On Jul  1 12:34, Kevin Wolf wrote:
> Am 30.06.2020 um 22:36 hat Klaus Jensen geschrieben:
> > On Jun 30 08:42, Keith Busch wrote:
> > > On Tue, Jun 30, 2020 at 04:09:46PM +0200, Philippe Mathieu-Daudé wrote:
> > > > What I see doable for the following days is:
> > > > - hw/block/nvme: Fix I/O BAR structure [3]
> > > > - hw/block/nvme: handle transient dma errors
> > > > - hw/block/nvme: bump to v1.3
> > > 
> > > 
> > > These look like sensible patches to rebase future work on, IMO. The 1.3
> > > updates had been prepared a while ago, at least.
> > 
> > I think Philippe's "hw/block/nvme: Fix I/O BAR structure" series is a
> > no-brainer. It just needs to get in asap.
> 
> I think we need to talk about how nvme patches are supposed to get
> merged. I'm not familiar with the hardware nor the code, so the model
> was that I just blindly merge patches that Keith has reviewed/acked,
> just to spare him the work to prepare a pull request. But obviously, we
> started doing things this way when there was a lot less activity around
> the nvme emulation.
> 
> If we find that this doesn't scale any more, maybe we need to change
> something.

Honestly, I do not think the current model has worked very well for some
time; especially for larger series where I, for one, has felt that my
work was largely ignored due to a lack of designated reviewers. Things
only picked up when Beata, Maxim and Philippe started reviewing my
series - maybe out of pity or because I was bombing the list, I don't
know ;)

We've also seen good patches from Andrzej linger on the list for quite a
while, prompting a number of RESENDs. I only recently allocated more
time and upped my review game, but I hope that contributors feel that
stuff gets reviewed in a timely fashion by now.

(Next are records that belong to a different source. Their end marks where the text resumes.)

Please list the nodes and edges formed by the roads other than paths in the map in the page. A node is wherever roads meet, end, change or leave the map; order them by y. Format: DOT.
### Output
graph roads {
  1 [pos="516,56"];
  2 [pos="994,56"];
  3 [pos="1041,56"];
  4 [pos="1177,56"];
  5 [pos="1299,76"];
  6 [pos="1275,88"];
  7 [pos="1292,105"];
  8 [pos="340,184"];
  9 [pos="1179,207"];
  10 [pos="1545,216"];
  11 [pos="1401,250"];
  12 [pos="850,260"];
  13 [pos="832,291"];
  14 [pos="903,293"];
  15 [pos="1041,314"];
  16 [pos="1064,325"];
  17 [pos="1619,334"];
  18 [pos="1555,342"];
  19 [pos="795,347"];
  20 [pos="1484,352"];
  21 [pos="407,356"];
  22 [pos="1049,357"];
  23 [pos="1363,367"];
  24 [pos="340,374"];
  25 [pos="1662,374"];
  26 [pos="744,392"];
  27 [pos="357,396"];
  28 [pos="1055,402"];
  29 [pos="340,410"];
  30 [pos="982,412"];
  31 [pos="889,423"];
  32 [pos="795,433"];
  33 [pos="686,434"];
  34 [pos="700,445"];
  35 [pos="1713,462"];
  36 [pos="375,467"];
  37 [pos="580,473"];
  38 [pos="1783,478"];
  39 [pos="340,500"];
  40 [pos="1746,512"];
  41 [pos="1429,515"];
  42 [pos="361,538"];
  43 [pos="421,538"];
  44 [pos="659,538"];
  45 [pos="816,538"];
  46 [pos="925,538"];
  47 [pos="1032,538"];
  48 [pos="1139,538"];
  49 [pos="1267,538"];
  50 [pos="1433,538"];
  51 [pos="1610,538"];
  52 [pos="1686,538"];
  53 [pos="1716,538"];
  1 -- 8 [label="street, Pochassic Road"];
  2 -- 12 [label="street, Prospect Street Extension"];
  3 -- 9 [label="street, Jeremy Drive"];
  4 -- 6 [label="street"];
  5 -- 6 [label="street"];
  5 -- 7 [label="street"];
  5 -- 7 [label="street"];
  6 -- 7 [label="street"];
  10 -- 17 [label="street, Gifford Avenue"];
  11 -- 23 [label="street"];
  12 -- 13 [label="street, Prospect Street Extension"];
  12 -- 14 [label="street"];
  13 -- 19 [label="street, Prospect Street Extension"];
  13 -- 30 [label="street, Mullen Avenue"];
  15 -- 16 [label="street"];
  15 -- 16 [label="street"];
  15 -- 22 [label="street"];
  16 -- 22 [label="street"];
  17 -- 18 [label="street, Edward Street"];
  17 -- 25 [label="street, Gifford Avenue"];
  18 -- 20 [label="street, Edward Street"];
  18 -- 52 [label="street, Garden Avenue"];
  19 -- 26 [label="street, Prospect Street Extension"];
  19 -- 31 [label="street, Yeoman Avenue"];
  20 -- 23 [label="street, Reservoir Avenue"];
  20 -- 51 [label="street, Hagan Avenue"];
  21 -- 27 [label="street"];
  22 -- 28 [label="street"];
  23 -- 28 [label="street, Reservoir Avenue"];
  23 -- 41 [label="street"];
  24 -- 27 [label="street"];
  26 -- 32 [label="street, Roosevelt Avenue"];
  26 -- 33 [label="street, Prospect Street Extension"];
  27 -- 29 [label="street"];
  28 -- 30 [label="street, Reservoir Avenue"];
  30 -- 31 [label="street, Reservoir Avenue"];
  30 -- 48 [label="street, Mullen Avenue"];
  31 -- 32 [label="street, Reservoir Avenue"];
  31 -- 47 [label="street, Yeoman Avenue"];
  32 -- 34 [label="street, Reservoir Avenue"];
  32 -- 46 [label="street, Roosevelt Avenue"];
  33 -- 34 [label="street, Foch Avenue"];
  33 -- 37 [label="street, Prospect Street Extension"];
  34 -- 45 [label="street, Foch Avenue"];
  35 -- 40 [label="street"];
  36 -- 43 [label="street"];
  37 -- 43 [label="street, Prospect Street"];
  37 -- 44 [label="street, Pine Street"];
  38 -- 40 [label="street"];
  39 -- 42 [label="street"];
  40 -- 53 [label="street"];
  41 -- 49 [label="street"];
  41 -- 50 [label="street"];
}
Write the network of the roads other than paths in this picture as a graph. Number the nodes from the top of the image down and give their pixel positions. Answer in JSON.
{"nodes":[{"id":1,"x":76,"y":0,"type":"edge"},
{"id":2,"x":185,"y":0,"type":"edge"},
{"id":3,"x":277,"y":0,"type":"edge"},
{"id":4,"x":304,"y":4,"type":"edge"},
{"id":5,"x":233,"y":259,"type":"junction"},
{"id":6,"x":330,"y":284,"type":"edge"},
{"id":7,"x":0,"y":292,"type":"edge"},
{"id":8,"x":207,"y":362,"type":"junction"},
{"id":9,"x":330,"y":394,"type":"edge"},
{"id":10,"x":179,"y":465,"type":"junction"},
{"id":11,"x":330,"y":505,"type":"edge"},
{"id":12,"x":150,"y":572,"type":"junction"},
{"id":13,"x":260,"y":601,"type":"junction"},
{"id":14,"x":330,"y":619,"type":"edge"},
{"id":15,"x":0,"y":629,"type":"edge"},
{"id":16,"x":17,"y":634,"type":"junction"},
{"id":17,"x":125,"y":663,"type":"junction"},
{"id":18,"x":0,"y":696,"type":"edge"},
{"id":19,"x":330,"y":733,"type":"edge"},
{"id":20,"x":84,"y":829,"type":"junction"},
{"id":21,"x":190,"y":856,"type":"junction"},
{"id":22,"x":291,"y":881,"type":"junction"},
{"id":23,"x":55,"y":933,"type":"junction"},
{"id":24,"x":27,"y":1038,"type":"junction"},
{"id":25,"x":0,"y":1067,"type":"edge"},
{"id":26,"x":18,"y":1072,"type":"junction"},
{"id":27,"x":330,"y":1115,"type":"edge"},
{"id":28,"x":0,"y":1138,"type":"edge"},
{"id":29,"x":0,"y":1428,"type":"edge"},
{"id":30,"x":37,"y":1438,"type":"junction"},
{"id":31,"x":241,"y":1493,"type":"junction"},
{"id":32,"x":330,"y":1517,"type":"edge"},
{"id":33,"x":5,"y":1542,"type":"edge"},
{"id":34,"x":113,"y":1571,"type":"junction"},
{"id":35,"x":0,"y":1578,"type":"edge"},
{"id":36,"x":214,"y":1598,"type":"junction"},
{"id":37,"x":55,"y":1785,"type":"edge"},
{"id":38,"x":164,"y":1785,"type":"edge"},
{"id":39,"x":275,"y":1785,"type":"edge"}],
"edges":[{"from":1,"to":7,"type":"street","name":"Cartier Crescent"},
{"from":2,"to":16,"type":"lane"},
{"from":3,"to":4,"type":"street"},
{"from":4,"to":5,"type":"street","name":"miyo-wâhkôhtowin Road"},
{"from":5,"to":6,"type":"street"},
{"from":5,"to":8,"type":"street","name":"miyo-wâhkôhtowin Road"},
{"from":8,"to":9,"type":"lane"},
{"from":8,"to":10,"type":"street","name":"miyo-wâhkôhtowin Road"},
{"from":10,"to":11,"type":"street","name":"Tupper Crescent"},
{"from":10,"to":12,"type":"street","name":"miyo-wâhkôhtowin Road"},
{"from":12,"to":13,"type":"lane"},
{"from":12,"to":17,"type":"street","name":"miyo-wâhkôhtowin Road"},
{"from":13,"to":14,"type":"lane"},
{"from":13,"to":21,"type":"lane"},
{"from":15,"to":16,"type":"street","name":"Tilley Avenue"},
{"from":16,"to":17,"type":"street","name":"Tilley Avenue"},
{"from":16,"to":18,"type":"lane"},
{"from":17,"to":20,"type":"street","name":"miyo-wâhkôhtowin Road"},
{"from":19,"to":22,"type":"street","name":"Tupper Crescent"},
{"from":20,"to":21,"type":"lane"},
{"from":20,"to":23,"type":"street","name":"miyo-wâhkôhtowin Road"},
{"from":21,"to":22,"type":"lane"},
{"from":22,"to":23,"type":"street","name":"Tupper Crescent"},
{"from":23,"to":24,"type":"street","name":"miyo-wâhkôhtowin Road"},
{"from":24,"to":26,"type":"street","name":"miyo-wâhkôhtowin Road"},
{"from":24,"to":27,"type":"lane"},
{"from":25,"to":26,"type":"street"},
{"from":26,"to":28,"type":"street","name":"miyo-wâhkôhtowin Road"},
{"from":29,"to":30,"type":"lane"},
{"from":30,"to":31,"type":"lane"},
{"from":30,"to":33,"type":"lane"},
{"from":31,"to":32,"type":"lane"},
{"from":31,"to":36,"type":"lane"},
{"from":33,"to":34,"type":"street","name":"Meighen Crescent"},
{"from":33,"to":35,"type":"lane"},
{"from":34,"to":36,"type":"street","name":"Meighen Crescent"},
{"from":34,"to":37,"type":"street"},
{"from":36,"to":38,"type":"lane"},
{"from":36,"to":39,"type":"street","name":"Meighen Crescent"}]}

Please understand that this is in NO WAY a criticism of Keith who
already made it very clear to me that he did not have a lot time to
review, but only ack the odd patch.

> Depending on how much time Keith can spend on review in the
> near future and how much control he wants to keep over the development,
> I could imagine adding Klaus to MAINTAINERS, either as a co-maintainer
> or as a reviewer. Then I could rely on reviews/acks from either of you
> for merging series.
> 

I would be happy to step up (officially) to help maintain the device
with Keith and review on a daily basis, and my position can support
this.

> Of course, the patches don't necessarily have to go through my tree
> either if this only serves to complicate things these days. If sending
> separate pull requests directly to Peter would make things easier, I
> certainly wouldn't object.
> 

I don't think there is any reason to by-pass your tree. I think the
volume would need to increase even further for that to make sense.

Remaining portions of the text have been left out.